# ol2's



## walker (Apr 5, 2009)

i cant find it but is there a visible difference between the heavy ol2's and the lighter ol2's .. thanks


----------



## triston (Aug 31, 2009)

Some of the lighter batches have problems with coming off the bead&#55357;&#56860;


----------



## filthyredneck (Feb 10, 2010)

^ won't be an issue in this case since they'll most likely end up mounted on a set of beadlocks.

"Killing Time Using Tapatalk 2"


----------



## sloboy (Oct 11, 2010)

Ain't had no problems with mine


----------



## walker (Apr 5, 2009)

Sloboy are there any special marking on yours to show they are the lighter ol2.


----------



## sloboy (Oct 11, 2010)

I will look in the morning and let you know, I was told they were the lighter batch. They came from B&C racing he a pretty stand up guy.


----------



## walker (Apr 5, 2009)

yep brent is a pretty good guy ..


----------



## jrpro130 (May 10, 2009)

Heavy batch has yellow outlaw symbol on tire. New batch doesn't! There is some heavies with no yellow though but raee


Should be wrenching instead of using TapaTalk


----------



## walker (Apr 5, 2009)

thanks jrpro thats what i needed to know


----------



## browland (Apr 4, 2009)

walker said:


> thanks jrpro thats what i needed to know


walker I called to find out the same answer, I was told if I really wanted to be sure that they weigh 8 pounds less than first release.


----------



## walker (Apr 5, 2009)

guess i'm going to have to bring my scale ..lol


----------



## jrpro130 (May 10, 2009)

Idk about 8 lbs but my buddy just picked up a set. We brought a scale when we went to see them because the guy didn't know what batch they were. 

The one with the yellow patch was 57, another was 56, two were 55. They probably are all first batch though. Just got the 3 rare ones with no patch and one with a patch. They are the wides. I'm wondering what the wide second batch weigh. 

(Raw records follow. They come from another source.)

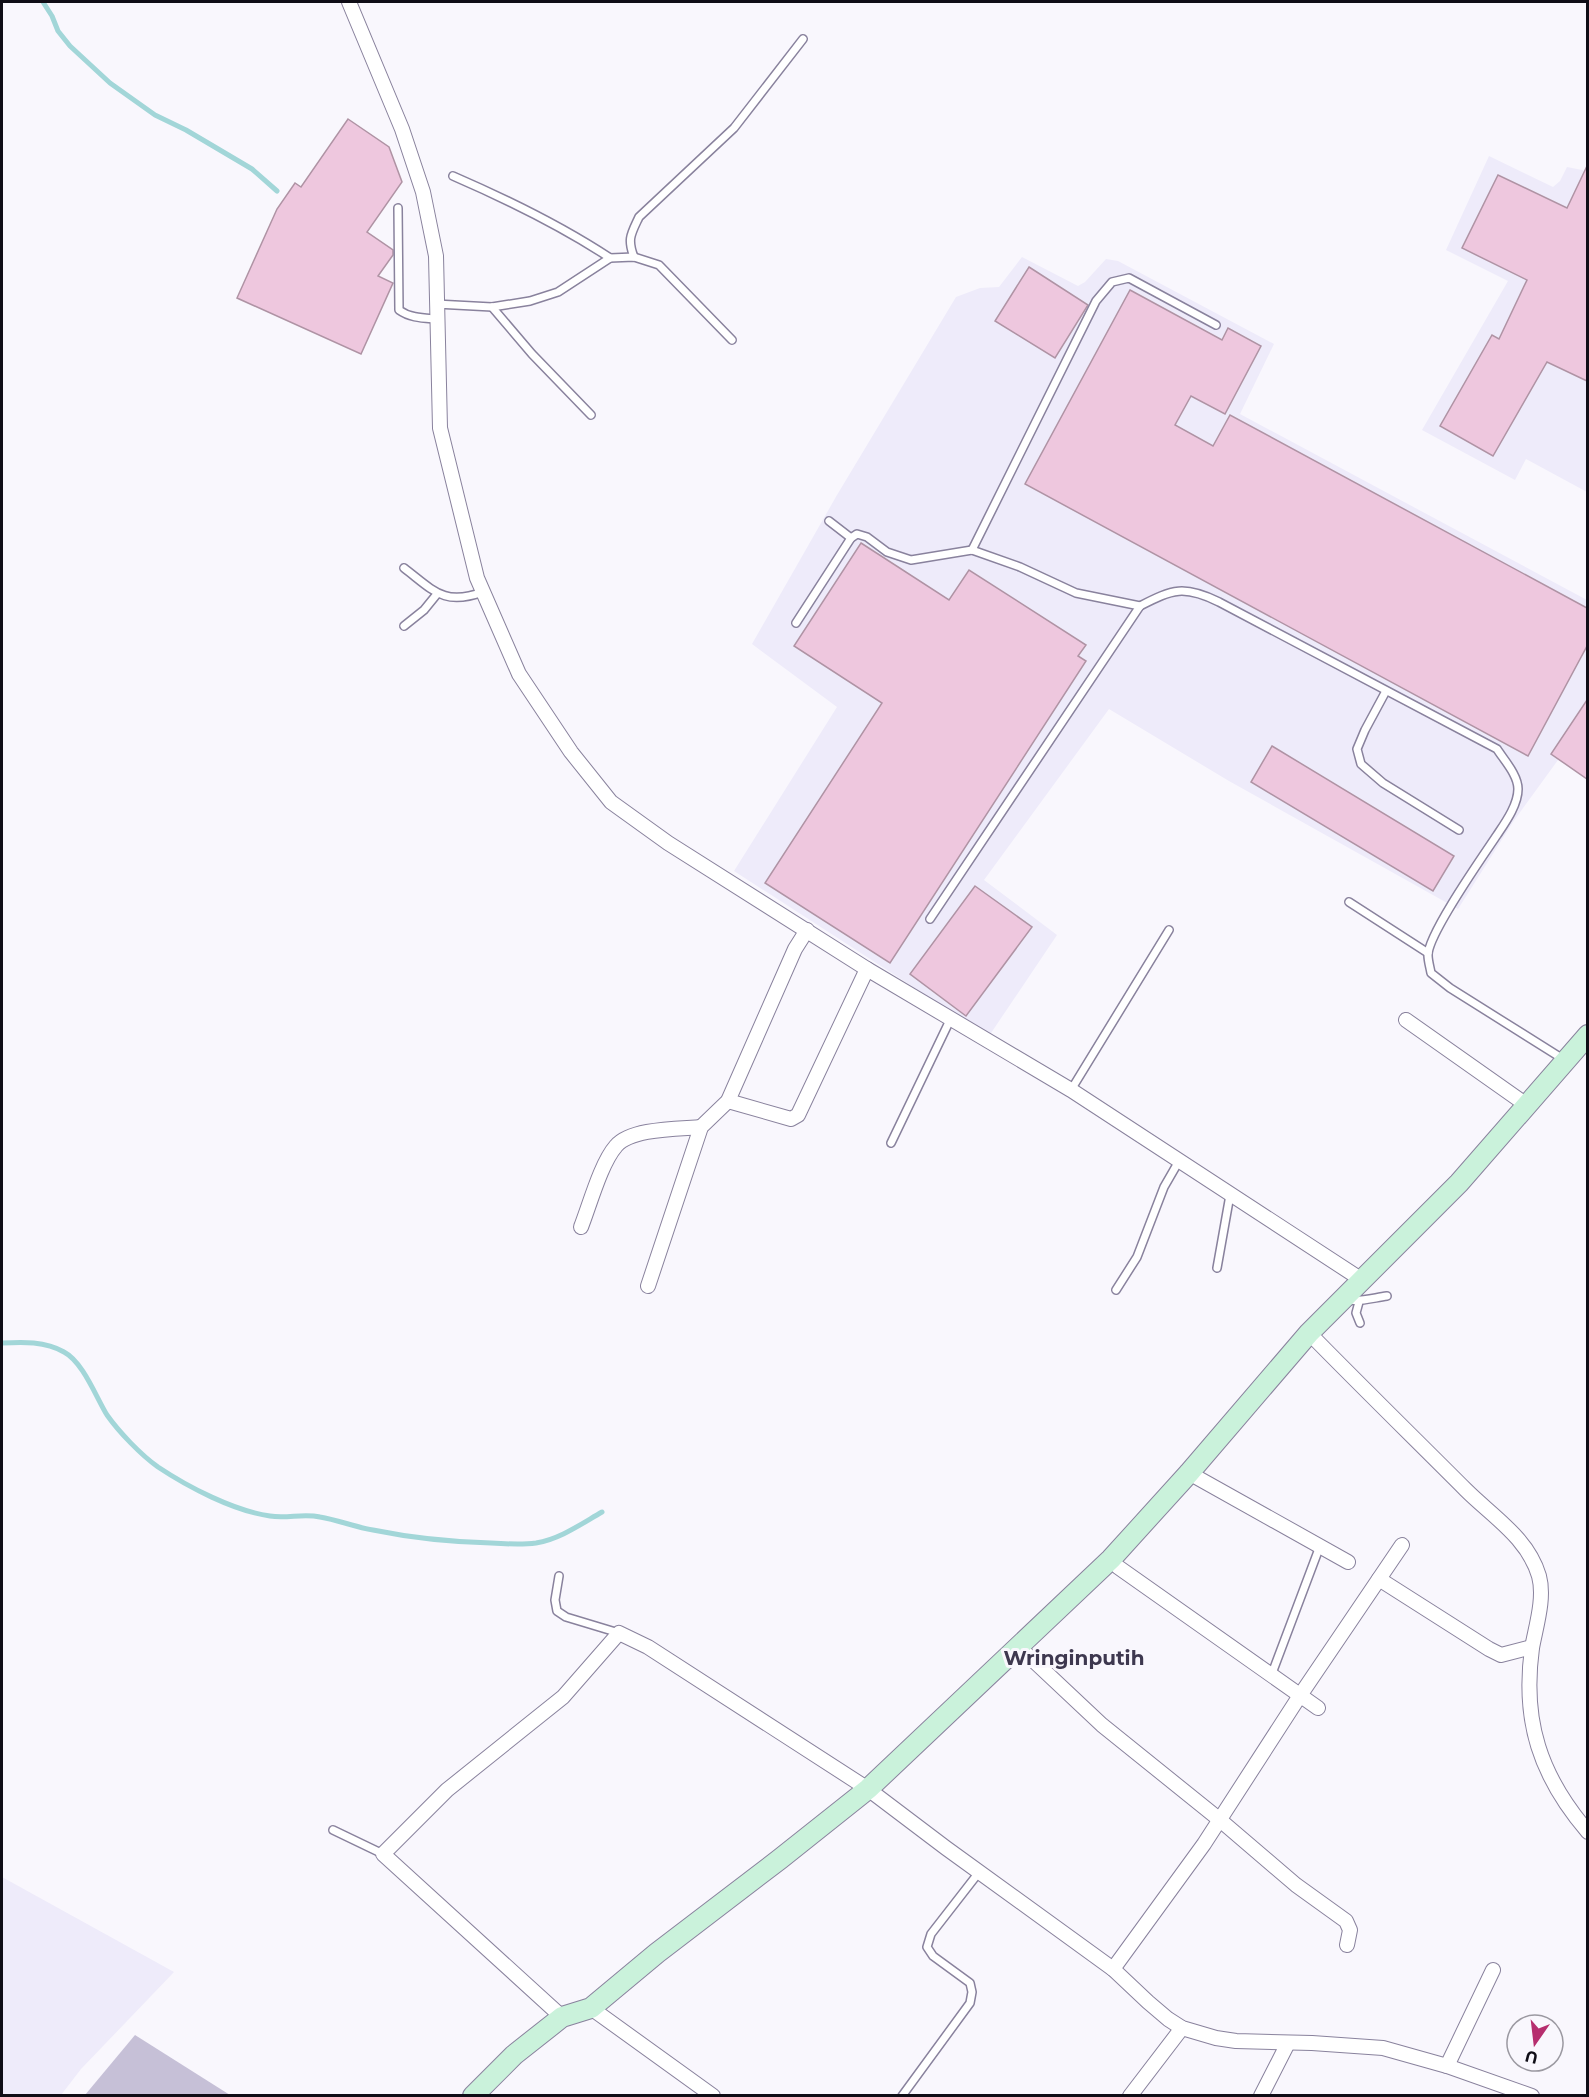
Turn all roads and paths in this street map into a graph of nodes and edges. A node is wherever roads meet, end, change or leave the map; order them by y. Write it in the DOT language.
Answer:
graph roads {
  1 [pos="349,2"];
  2 [pos="803,39"];
  3 [pos="453,176"];
  4 [pos="398,208"];
  5 [pos="634,257"];
  6 [pos="610,258"];
  7 [pos="436,304"];
  8 [pos="492,307"];
  9 [pos="436,319"];
  10 [pos="1216,324"];
  11 [pos="732,340"];
  12 [pos="591,415"];
  13 [pos="829,521"];
  14 [pos="851,538"];
  15 [pos="972,550"];
  16 [pos="404,568"];
  17 [pos="483,592"];
  18 [pos="437,594"];
  19 [pos="1140,606"];
  20 [pos="796,623"];
  21 [pos="404,626"];
  22 [pos="1386,691"];
  23 [pos="1459,830"];
  24 [pos="1349,902"];
  25 [pos="930,919"];
  26 [pos="807,930"];
  27 [pos="1169,930"];
  28 [pos="1428,953"];
  29 [pos="867,969"];
  30 [pos="951,1018"];
  31 [pos="1406,1020"];
  32 [pos="1587,1035"];
  33 [pos="1565,1061"];
  34 [pos="1071,1090"];
  35 [pos="728,1101"];
  36 [pos="1528,1106"];
  37 [pos="701,1127"];
  38 [pos="891,1143"];
  39 [pos="1179,1161"];
  40 [pos="1230,1195"];
  41 [pos="581,1227"];
  42 [pos="1217,1268"];
  43 [pos="1362,1280"];
  44 [pos="648,1286"];
  45 [pos="1116,1290"];
  46 [pos="1387,1296"];
  47 [pos="1353,1299"];
  48 [pos="1360,1323"];
  49 [pos="1309,1333"];
  50 [pos="1190,1473"];
  51 [pos="1402,1545"];
  52 [pos="1320,1546"];
  53 [pos="1111,1559"];
  54 [pos="1348,1562"];
  55 [pos="559,1576"];
  56 [pos="1378,1579"];
  57 [pos="619,1633"];
  58 [pos="1018,1646"];
  59 [pos="1532,1647"];
  60 [pos="1270,1676"];
  61 [pos="1299,1697"];
  62 [pos="1318,1708"];
  63 [pos="868,1789"];
  64 [pos="1220,1820"];
  65 [pos="333,1830"];
  66 [pos="1587,1832"];
  67 [pos="383,1854"];
  68 [pos="980,1871"];
  69 [pos="1347,1944"];
  70 [pos="1113,1969"];
  71 [pos="1493,1970"];
  72 [pos="591,2008"];
  73 [pos="562,2017"];
  74 [pos="1182,2028"];
  75 [pos="1288,2043"];
  76 [pos="1447,2066"];
  77 [pos="473,2096"];
  78 [pos="713,2096"];
  79 [pos="902,2096"];
  80 [pos="1130,2096"];
  81 [pos="1261,2096"];
  82 [pos="1532,2096"];
  1 -- 7 [label="street"];
  2 -- 5 [label="lane"];
  3 -- 6 [label="lane"];
  4 -- 9 [label="lane"];
  5 -- 6 [label="lane"];
  5 -- 11 [label="lane"];
  6 -- 8 [label="lane"];
  7 -- 8 [label="lane"];
  7 -- 9 [label="street"];
  8 -- 12 [label="lane"];
  9 -- 17 [label="street"];
  10 -- 15 [label="lane"];
  13 -- 14 [label="lane"];
  14 -- 15 [label="lane"];
  14 -- 20 [label="lane"];
  15 -- 19 [label="lane"];
  16 -- 18 [label="lane"];
  17 -- 18 [label="lane"];
  17 -- 26 [label="street"];
  18 -- 21 [label="lane"];
  19 -- 22 [label="lane"];
  19 -- 25 [label="lane"];
  22 -- 23 [label="lane"];
  22 -- 28 [label="lane"];
  24 -- 28 [label="lane"];
  26 -- 29 [label="street"];
  26 -- 35 [label="street"];
  27 -- 34 [label="lane"];
  28 -- 33 [label="lane"];
  29 -- 30 [label="street"];
  29 -- 35 [label="street"];
  30 -- 34 [label="street"];
  30 -- 38 [label="lane"];
  31 -- 36 [label="street"];
  32 -- 33 [label="main road"];
  33 -- 36 [label="main road"];
  34 -- 39 [label="street"];
  35 -- 37 [label="street"];
  36 -- 43 [label="main road"];
  37 -- 41 [label="street"];
  37 -- 44 [label="street"];
  39 -- 40 [label="street"];
  39 -- 45 [label="lane"];
  40 -- 42 [label="lane"];
  40 -- 43 [label="street"];
  43 -- 47 [label="main road"];
  46 -- 47 [label="lane"];
  47 -- 48 [label="lane"];
  47 -- 49 [label="main road"];
  49 -- 50 [label="main road"];
  49 -- 59 [label="street"];
  50 -- 52 [label="street"];
  50 -- 53 [label="main road"];
  51 -- 56 [label="street"];
  52 -- 54 [label="street"];
  52 -- 60 [label="lane"];
  53 -- 58 [label="main road"];
  53 -- 60 [label="street"];
  55 -- 57 [label="lane"];
  56 -- 59 [label="street"];
  56 -- 61 [label="street"];
  57 -- 63 [label="street"];
  57 -- 67 [label="street"];
  58 -- 63 [label="main road"];
  58 -- 64 [label="street"];
  59 -- 66 [label="street"];
  60 -- 61 [label="street"];
  61 -- 62 [label="street"];
  61 -- 64 [label="street"];
  63 -- 68 [label="street"];
  63 -- 72 [label="main road"];
  64 -- 69 [label="street"];
  64 -- 70 [label="street"];
  65 -- 67 [label="lane"];
  67 -- 73 [label="street"];
  68 -- 70 [label="street"];
  68 -- 79 [label="lane"];
  70 -- 74 [label="street"];
  71 -- 76 [label="street"];
  72 -- 73 [label="main road"];
  72 -- 78 [label="street"];
  73 -- 77 [label="main road"];
  74 -- 75 [label="street"];
  74 -- 80 [label="street"];
  75 -- 76 [label="street"];
  75 -- 81 [label="street"];
  76 -- 82 [label="street"];
}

Should be wrenching instead of using TapaTalk


----------



## browland (Apr 4, 2009)

jrpro130 said:


> Idk about 8 lbs but my buddy just picked up a set. We brought a scale when we went to see them because the guy didn't know what batch they were.
> 
> The one with the yellow patch was 57, another was 56, two were 55. They probably are all first batch though. Just got the 3 rare ones with no patch and one with a patch. They are the wides. I'm wondering what the wide second batch weigh.
> 
> ...


Who knows , I didn't bother buying the ones for sale at that point . That's just what I was told , roughly 8 lbs I think was the exact answer I was told. I'm sticking with the og's and backs for a while . If the real answer ever is figured out I'd love to know it for future deals 




Sent from my iPhone using Tapatalk


----------



## JPs300 (Mar 23, 2011)

triston said:


> Some of the lighter beaches have problems with coming off the bead&#55357;&#56860;


Other way around. It was the first batch that had bead issues, as well as being a bit heavier. 

There is some sort of production date code on the sides of the tires, I believe a 4 letter/digit code in a oval like stamping in the rubber. - Not sure which is what on that part, but HL could tell you.


Brent @ B&C is good people! - My tires & wheels came from him, and he will get my business the next time I need something he offers.


----------



## sloboy (Oct 11, 2010)

Yes there is a code, I have two tires stamped 1712, the other two have 1612,1312 on them. No yellow dot.


----------



## jrpro130 (May 10, 2009)

I couldn't find the date code on the first batch!


----------